Mais si Uber peut ignorer la loi en Europe ce n’est pas le cas dans nombre de pays d’Asie. L’exemple du Japon est révélateur : la start-up ne peut violer les règles là-bas, au risque de se mettre la population à dos. Uber ne peut pas s’y présenter comme le chevalier blanc qui lutte contre la bureaucratie et les régulations, dans la mesure où le respect de la loi y est plus fort que l’admiration de l’audace. Au Japon, Uber a dû se confronter à des autorités qui ne lui ont accordé aucune tolérance et ont d’emblée considéré le service comme illégal puisqu’il ne disposait ni de licence officielle ni d’assurance spécifique.
Enfin, la pépite de la Silicon Valley doit se confronter à une culture qui n’est pas la sienne. Accepter les paiements en liquide, comme cela est l’usage en Inde, a fait prendre du retard à Uber sur son concurrent local Ola. En Thaïlande, dans des villes où les routes sont congestionnées, la start-up a dû lancer son propre service de moto-taxis, UberMOTO, afin de faire face à la féroce compétition locale de GrabBike et Go-Jeck. Au Japon de nouveau, le service américain de VTC est en passe de jeter l’éponge face à une offre de taxis qui n’a rien à lui envier en termes de qualité de service. Alors que les compétiteurs locaux proposent généralement des offres plus adaptées aux marchés, Uber a souvent tardé à évoluer et s’est davantage éloigné des consommateurs.
Une concurrence sévère s’oppose à Uber
En outre, la start-up de Travis Kalanick est soumise à une féroce compétition de la part de ses quatre concurrents principaux. Jusqu’à son éviction de Chine, Uber devait composer avec les 80% de part de marché de Didi. En Asie du Sud-Est, GrabTaxi lui oppose quant à lui une concurrence intransigeante. Enfin, en Inde, Ola, le leader local, dessert déjà 100 villes, revendique plus de 1 million de trajets effectués et vient de racheter pour 200 millions de dollars l’entreprise Taxi for Sure, un acteur majeur sur le marché indien des taxis.
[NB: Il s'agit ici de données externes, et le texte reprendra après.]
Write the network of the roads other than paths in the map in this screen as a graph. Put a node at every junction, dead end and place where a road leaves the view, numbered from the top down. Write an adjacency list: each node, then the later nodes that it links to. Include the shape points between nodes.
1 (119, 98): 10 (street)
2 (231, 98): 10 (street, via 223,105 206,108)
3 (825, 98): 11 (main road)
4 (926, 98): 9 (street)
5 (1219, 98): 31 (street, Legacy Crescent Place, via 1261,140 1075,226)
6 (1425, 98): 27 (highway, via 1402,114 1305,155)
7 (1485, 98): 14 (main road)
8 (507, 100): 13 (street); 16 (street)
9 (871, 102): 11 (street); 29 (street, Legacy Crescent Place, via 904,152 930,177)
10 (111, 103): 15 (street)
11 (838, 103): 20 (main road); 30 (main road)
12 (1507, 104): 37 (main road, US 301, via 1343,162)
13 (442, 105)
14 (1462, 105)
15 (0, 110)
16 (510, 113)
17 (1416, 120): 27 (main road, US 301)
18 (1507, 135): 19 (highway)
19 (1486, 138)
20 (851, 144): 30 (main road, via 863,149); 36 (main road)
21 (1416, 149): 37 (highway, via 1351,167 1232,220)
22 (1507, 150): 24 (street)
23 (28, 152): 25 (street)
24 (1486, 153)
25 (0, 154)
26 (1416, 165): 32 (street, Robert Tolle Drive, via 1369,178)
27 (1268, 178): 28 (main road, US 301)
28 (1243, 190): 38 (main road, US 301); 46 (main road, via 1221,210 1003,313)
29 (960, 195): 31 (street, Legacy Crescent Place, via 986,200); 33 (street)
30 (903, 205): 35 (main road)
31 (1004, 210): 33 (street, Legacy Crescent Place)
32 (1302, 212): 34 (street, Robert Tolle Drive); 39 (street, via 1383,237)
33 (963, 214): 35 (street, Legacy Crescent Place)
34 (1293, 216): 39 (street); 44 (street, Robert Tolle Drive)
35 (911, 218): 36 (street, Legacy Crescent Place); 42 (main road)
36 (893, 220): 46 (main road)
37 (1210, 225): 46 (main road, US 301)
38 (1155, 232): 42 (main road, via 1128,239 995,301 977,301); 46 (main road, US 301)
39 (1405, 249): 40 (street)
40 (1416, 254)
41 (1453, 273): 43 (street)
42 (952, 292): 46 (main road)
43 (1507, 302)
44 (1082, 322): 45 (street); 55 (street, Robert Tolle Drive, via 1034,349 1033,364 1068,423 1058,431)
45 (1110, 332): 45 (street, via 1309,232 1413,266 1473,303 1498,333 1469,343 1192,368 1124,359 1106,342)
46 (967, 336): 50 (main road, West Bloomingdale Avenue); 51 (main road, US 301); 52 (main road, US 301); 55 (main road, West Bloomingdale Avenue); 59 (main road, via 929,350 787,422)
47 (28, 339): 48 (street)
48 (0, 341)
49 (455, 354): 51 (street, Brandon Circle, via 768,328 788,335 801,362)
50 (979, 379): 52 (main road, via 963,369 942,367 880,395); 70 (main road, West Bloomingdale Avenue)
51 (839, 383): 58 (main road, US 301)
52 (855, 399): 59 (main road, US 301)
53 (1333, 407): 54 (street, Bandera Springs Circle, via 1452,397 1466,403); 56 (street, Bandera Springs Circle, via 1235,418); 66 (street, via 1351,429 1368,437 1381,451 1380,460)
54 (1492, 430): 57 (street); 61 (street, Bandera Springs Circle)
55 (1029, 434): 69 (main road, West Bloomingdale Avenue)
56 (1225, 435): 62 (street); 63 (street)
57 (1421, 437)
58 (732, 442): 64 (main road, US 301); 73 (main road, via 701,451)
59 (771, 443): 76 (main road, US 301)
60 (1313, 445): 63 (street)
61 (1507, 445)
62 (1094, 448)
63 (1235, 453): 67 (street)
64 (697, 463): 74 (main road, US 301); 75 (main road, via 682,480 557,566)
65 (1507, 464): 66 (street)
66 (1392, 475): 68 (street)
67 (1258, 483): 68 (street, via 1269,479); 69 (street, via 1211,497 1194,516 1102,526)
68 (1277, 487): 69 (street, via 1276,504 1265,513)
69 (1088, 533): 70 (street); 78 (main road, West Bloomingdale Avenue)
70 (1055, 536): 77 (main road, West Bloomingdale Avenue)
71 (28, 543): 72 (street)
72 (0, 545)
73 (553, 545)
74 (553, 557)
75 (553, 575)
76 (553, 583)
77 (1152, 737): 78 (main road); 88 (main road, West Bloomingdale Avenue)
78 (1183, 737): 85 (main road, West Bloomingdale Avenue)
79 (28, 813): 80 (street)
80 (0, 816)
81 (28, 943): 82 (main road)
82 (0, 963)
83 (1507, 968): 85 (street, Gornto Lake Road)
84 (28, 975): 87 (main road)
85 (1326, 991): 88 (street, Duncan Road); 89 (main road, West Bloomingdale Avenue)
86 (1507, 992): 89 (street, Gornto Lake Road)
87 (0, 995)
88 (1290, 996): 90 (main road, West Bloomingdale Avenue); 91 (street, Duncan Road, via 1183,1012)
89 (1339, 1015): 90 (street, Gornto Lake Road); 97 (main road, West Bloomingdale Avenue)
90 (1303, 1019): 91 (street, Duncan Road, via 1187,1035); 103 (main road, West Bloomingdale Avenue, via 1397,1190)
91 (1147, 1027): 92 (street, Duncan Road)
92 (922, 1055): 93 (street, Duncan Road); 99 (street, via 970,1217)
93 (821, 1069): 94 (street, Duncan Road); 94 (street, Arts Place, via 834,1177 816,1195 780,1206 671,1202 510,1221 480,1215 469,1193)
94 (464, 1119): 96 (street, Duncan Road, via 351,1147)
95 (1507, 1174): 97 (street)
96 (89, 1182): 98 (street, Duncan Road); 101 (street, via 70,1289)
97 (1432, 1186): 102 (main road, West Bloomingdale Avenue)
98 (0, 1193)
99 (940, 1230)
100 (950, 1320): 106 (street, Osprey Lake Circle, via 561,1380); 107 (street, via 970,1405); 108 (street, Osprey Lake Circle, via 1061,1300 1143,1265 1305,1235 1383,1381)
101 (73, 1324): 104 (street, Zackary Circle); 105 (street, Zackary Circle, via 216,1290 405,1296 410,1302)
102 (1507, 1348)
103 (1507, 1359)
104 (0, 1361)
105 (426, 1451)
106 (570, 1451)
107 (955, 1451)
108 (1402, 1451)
Selon des données révélées par TechCrunch, Ola pèserait aujourd’hui le double d’Uber en Inde.
La start-up américaine semble pourtant faire de ce pays sa prochaine cible : l’application a déjà investi 400 millions de dollars pour étendre y son marché et a lancé un nouveau service UberGo avec des prix qui talonnent ceux des „rickshaws” (les tuk tuk). Mais gare à ne pas tomber dans la même guerre de prix qu’en Chine. Si Ola semble moins capable de rivaliser que Didi, le marché indien des VTC attire nombre d’investisseurs qui pourraient bien freiner l’ascension du champion américain.
Enfin, il est intéressant de noter que les quatre concurrents principaux de Uber (Didi, Ola, GrabTaxi et Lyft aux Etats-Unis) se sont récemment associés. Alors qu’ils partagent tous le même investisseur (SoftBank, une société japonaise de télécom), ils ont aussi conclu un partenariat stratégique fin 2015 pour faire des économies d’échelle et gagner en efficacité. Leurs services de VTC ont été mutualisés pour permettre une offre plus importante de conducteurs pour chaque entreprise. Si le but n’est pas de fusionner, cela leur permet néanmoins de croître en toute sécurité sur de nouveaux marchés. „Nous sommes une startup qui prend ses précautions en termes de croissance„, a commenté un porte-parole de Didi.
En adoptant une stratégie de pénétration agressive Uber s’est peut-être fermé les portes d’un marché plus complexe qu’il n’en a l’air. Charge désormais à la start-up américaine de rectifier le tir en Inde.